9ème édition des Hallucinations Collectives : Jour 7

Septième et dernier jour du festival avec deux interviews (Lucile Hadzihalilovic et Joyce A. Nashawati) et deux longs-métrages ainsi que la diffusion du court-métrage gagnant.

Dernier film, de la carte blanche à Lucile Hadzihalilovic (probablement la meilleure carte blanche de l’histoire du festival) avec Prison de Cristal de Agustí Villaronga. Une production espagnole inattendue sous forme de huit-clos, où un ancien tortionnaire nazi paralysé suite à une tentative de suicide se trouve cette fois-ci face à un autre tortionnaire qu’il a lui même engendré. Avec une ambiance glaçante et réaliste, le premier long-métrage d’Agustí Villaronga est un film choc qui privilégie la tension plutôt que des images gores et violentes. Un choix logique vu l’impact que provoque la mise en scène lente et l’investissement des comédiens. Le réalisateur réussi avec talent à mettre en image la transmission du mal sans franchir la ligne du sadomasochisme gratuit. Convaincant.

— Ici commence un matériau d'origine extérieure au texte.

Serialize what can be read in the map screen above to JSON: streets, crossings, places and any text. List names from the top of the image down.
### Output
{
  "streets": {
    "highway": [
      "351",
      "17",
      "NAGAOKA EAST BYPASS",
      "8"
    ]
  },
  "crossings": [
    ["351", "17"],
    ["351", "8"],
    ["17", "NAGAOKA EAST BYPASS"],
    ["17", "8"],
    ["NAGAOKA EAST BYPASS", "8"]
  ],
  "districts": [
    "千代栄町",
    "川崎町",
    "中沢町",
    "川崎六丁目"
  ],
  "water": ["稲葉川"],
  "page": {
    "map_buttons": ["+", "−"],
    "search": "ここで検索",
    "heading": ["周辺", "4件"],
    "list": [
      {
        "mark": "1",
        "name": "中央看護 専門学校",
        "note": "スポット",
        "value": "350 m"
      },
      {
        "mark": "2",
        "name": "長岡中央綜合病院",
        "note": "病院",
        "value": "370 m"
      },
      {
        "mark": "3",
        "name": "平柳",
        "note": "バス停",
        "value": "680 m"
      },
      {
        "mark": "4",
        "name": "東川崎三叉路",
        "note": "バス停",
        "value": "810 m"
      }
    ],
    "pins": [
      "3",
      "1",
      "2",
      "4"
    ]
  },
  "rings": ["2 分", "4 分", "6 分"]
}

Avant de terminer cette 9ème édition du festival, l’heure est venue d’annoncer les grands gagnant du festival. Quatre prix au total, deux pour chaque compétitions, courts-métrages et longs-métrages. Sans plus tarder voici les quatre gagnants de la compétition :

  • Men & Chicken de Anders Thomas Jensen, grand prix de la compétition longs-métrages.
  • Green Room de Jeremy Saulnier, prix du jury Petit Bulletin longs-métrages.
  • The Pride of Strathmoor de Einar Baldvin, grand prix de la compétition courts-métrages.
  • Manoman de Simon Cartwright, prix du jury lycéen courts-métrages.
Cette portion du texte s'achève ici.